Beacon Lights of History, Volume 04 eBook

John Lord
This eBook from the Gutenberg Project consists of approximately 293 pages of information about Beacon Lights of History, Volume 04.

Beacon Lights of History, Volume 04 eBook

John Lord
This eBook from the Gutenberg Project consists of approximately 293 pages of information about Beacon Lights of History, Volume 04.

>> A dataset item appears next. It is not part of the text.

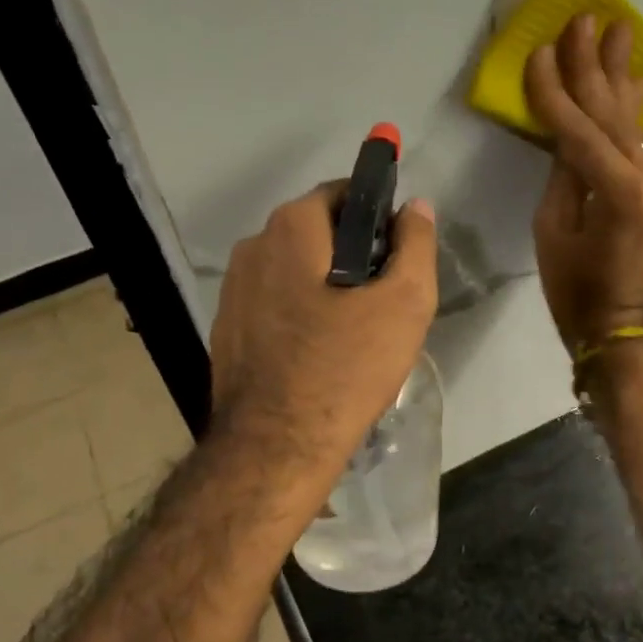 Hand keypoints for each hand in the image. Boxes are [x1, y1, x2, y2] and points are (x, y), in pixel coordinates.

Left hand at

Among Leo’s memorable acts as one of the great lights of his age was the part he was called upon to perform as a powerful intercessor with barbaric kings.  When Attila with his swarm of Mongol conquerors appeared in Italy,—­the “scourge of God,” as he was called; the instrument of Providence in punishing the degenerate rulers and people of the falling Empire,—­Leo was sent by the affrighted emperor to the barbarian’s camp to make what terms he could.  The savage Hun, who feared not the armies of the emperor, stood awe-struck, we are told, before the minister of God; and, swayed by his eloquence and personal dignity, consented to retire from Italy for the hand of the princess Honoria.  And when afterwards Genseric, at the head of his Vandals, became master of the capital, he was likewise influenced by the powerful intercession of the bishop, and consented to spare the lives of the Romans, and preserve the public buildings and churches from conflagration.  Genseric could not yield up the spoil of the fallen capital, and his soldiers transported to Carthage, the seat of the new Vandal kingdom, the riches and trophies which illustrious generals had won,—­yea, the treasures of three religions; the gods of the capitoline temple, the golden candlesticks which Titus brought from Jerusalem, and the sacred vessels which adorned the churches of the Christians, and which Alaric had spared.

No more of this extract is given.